Hispanic evangelical and charismatic Catholic leaders in California came out in force this month behind efforts to keep marriage between a man and a woman. “Our families need to stand up. The 'barrio' cannot be quiet anymore,” said Felix Posos of the Northern Pacific Latin American District of the Assemblies of God. And one Hispanic Business Roundtable survey shows that 43 percent of Hispanics surveyed have an IRA or 401(k); 69 percent favor an IRA-type Social Security reform plan that includes personal accounts; 56 percent think taxes are “too high”; and 53 percent said reducing taxes was “very important” in deciding how they would vote.
It's a very poor political calculation to think you can win the presidency without courting the votes of minorities – especially those that seem predisposed to stand with you on issues the liberal establishment has decided are thorny and politically risky.
The accelerated 2008 primary calendar increases the influence of early battleground states such as Florida, California, Michigan and Nevada, all of which have substantial Hispanic populations that play a bigger role in determining the GOP nominee.

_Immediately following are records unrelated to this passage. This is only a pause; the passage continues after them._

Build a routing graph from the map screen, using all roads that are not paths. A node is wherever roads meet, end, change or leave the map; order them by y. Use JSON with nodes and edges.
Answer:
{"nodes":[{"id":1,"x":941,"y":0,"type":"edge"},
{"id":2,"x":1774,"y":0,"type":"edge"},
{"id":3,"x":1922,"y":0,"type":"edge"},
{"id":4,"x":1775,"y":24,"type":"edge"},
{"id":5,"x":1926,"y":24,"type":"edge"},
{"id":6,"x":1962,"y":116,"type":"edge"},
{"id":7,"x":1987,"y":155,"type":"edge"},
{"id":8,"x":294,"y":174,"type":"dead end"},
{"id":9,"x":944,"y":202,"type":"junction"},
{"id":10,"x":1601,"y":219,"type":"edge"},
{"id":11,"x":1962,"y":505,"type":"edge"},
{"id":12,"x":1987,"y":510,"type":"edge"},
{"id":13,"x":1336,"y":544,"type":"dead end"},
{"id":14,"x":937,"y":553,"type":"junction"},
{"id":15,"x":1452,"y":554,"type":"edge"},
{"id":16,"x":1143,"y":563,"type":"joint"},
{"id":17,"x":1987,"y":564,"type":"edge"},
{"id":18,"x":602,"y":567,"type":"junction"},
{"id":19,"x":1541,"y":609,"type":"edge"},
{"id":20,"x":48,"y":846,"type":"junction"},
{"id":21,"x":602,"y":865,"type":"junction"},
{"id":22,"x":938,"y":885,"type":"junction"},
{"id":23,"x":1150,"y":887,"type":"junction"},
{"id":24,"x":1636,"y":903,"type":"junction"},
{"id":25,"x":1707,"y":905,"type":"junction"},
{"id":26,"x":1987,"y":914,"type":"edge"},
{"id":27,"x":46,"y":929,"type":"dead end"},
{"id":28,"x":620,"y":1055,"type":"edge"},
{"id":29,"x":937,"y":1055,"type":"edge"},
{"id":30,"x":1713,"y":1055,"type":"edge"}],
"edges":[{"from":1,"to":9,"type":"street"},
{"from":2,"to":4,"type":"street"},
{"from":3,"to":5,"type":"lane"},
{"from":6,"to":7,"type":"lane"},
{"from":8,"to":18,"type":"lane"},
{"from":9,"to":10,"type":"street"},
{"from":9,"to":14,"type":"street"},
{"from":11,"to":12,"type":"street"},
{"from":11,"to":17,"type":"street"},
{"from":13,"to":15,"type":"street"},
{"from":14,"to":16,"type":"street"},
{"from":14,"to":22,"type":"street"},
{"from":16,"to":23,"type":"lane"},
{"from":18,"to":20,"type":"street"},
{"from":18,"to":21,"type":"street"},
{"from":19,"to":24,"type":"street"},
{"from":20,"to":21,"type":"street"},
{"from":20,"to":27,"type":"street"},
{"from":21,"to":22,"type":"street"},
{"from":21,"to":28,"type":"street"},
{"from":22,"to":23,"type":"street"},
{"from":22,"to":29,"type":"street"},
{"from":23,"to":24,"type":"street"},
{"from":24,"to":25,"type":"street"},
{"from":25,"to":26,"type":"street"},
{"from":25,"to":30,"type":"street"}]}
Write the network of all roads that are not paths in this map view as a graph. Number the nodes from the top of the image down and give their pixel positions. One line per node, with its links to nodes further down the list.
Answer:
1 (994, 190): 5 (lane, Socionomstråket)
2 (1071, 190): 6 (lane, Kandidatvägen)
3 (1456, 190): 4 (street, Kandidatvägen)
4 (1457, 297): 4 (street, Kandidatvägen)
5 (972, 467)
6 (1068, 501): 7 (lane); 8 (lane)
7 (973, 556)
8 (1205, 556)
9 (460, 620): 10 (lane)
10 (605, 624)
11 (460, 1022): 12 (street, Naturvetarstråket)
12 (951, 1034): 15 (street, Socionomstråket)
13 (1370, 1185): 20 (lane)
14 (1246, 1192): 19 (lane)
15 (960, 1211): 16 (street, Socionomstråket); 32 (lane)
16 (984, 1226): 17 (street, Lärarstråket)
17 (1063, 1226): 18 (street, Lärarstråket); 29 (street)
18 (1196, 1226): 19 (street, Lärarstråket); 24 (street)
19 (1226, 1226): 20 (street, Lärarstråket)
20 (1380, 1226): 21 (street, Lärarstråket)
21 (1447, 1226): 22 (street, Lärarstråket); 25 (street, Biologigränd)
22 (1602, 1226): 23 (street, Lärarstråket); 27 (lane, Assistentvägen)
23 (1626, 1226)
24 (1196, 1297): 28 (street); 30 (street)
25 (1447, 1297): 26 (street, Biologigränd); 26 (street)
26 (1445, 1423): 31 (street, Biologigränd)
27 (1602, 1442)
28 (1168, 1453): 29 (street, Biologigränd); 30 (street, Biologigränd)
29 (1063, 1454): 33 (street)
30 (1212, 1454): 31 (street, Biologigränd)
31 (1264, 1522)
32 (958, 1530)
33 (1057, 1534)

Timing is everything. In 1999, George W. Bush was running print ads in Spanish and had a Hispanic coalitions director who delivered nearly 400 Hispanics to the Ames, Iowa, straw poll. Fast-forward seven years. Any strategist who suggests doing either of these things now would find their effort falling on deaf ears. The reasons vary. Some political consultants think that any effort to reach out to Hispanics invites a backlash from party activists concerned about illegal immigration. Spanish-language ads, rather than projecting inclusiveness, could be seen as an affront to those who support English only.
“I can't see us doing Spanish ads in Iowa because I don't think they would play well,” one senior GOP presidential strategist told me recently. “It's a different environment now. Back [in 1999] it was considered innovative and new. Now it's risky.”
Democrats recognize the potential political power to be found in a successful marriage of political elites and Hispanic interest groups that can mobilize the community. If the Republicans once knew this, they've forgotten it – or they're just running scared. The answer for the GOP is a bigger tent, not a smaller one.
“The Republican Party is treating us like bill collectors,” said U.S. Hispanic Chamber of Commerce President and CEO Michael Barrera. “They can't keep ignoring us because the bill – our vote – will come due.”
Sanchez was director of the White House Initiative on Hispanic Education from 2001-03 and is now owner of the Hispanic communications research firm Impacto Group LLC. She is also the author of “Los Republicanos: Why Hispanics and Republicans Need Each Other.”